Disclaimer: The following post is my personal opinion and I have no intentions of getting into a debate or discussion with anyone on a public and/or online platform. Feel free to contact me in person, if you’re too keen.
Loosely speaking, Patriotism is one of the many concepts we’ve been fed and forced and taught to believe at face value since school. From parents who just focus on building wealth so as to see our future be what their idea of “secure” is; to media who claim to unmask all that is wrong and unethical and inhumane around the world but pragmatically have deluged too deeply into competing with rival media houses for more coverage and viewership; to the politicians, who manipulate and fill their pockets while beaming showcasing themselves to be the representatives of the goodwill and benefit of all those living on a specific piece of land; everyone who bears even a faintest attachment to their country would renounce you as their comrade, friend, companion if you for once said you’re not really patriotic irrespective of your nationality (referring to fairly stable countries only, can’t stay about the rest).
A learning mechanism which most schools teach at an early stage is by questioning everything, asking why. But how many of us, asked the teachers, why? Why are we supposed to question everything? To learn and understand the world better, a fairly logical argument.
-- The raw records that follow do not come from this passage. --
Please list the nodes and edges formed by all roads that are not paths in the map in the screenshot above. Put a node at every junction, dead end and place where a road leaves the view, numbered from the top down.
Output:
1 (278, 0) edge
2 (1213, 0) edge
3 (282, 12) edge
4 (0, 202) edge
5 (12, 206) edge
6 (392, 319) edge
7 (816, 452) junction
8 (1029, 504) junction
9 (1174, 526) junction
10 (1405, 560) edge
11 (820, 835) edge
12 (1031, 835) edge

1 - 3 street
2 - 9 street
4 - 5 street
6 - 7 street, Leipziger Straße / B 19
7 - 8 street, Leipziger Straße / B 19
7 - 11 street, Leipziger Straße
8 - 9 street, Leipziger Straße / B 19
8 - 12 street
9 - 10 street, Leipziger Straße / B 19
I could go at lengths on how’s that also a flawed comeback if scrutinized carefully, but let’s cut them some slack at this point.
So when we’re taught: we have been grown up, we owe our existence to the healthy soil of Mother India and the hand work and enterprise of my beloved fellow Indians, people of my beloved country, so we must give back in whichever way possible, by respecting our country, by contributing our part in helping someone else be fed and educated in another corner of the same nation.
(I don’t really buy that personally. Why this fake sense of attachment to someone you’ve not met? For all I know, that farmer might be a part-time rapist. Not that everyone I have met is not, I have my reservations about them too.)
Anyway, Why? Why is it “Mother India” and not “Mother Earth” who has fed us? Why is not a fellow human being, not Indian who toiled in the sun so that we ate supper tonight? Why?
What has boundaries got us, anyway? Only complications. Only reasons for the powerful to manipulate us, the mere naive innocent “citizens”, notwithstanding or even trying to fathom the spiral of affairs that decides the fate and future of a nation, its economy and well-being.
Sure, the world is now becoming more and more globalized, but I’m sure you’d be delighted to find another Indian (or someone from your nationality or neighborhood) when you’re away in Belarus (or any other “foreign country”). Must be some, innately humane thing (beyond my mental grasp). But I ask you why? Is that the most optimal point we get at. Wouldn’t it be easier to just feel associated with someone by the proximity of his homeland to yours? (Please ignore if you don’t understand this, I might be too sleepy to write lucidly. Pardon me.)
Coming to wars, just because that guy is from another country, you got a right to shoot him in his head? These are the morals we’re feeding into our minds with this hollow, deceptive and remotely-satiating-the-thirst-for-pride-sometimes notion: patriotism. Is he not another one, just like you, leaving his family back with the illusioned idea of keeping the country above his own. What for? For some piece of land that will always be meant for battles, firing, and blood? (Yes, I had Kashmir in mind, when I wrote this) Someone who has lost his/her closed one in such encounters would demand revenge, only to be “fair”. But why friend, when has life been fair?
Patriotism. I say, bull-shit. If your sense of right-and-wrong, your ethics and morals were so uptight, you would question the whole idea yourself? Not that, I’m endorsing myself to be one. Also, I do not detest the idea of dead people. Some people are lucky to be being dead prematurely. And for others, the world’s a better place without them. But coaxing such an evidently fiercely barbaric act into something heroic, I don’t know, I believe being incredulous is only natural of me.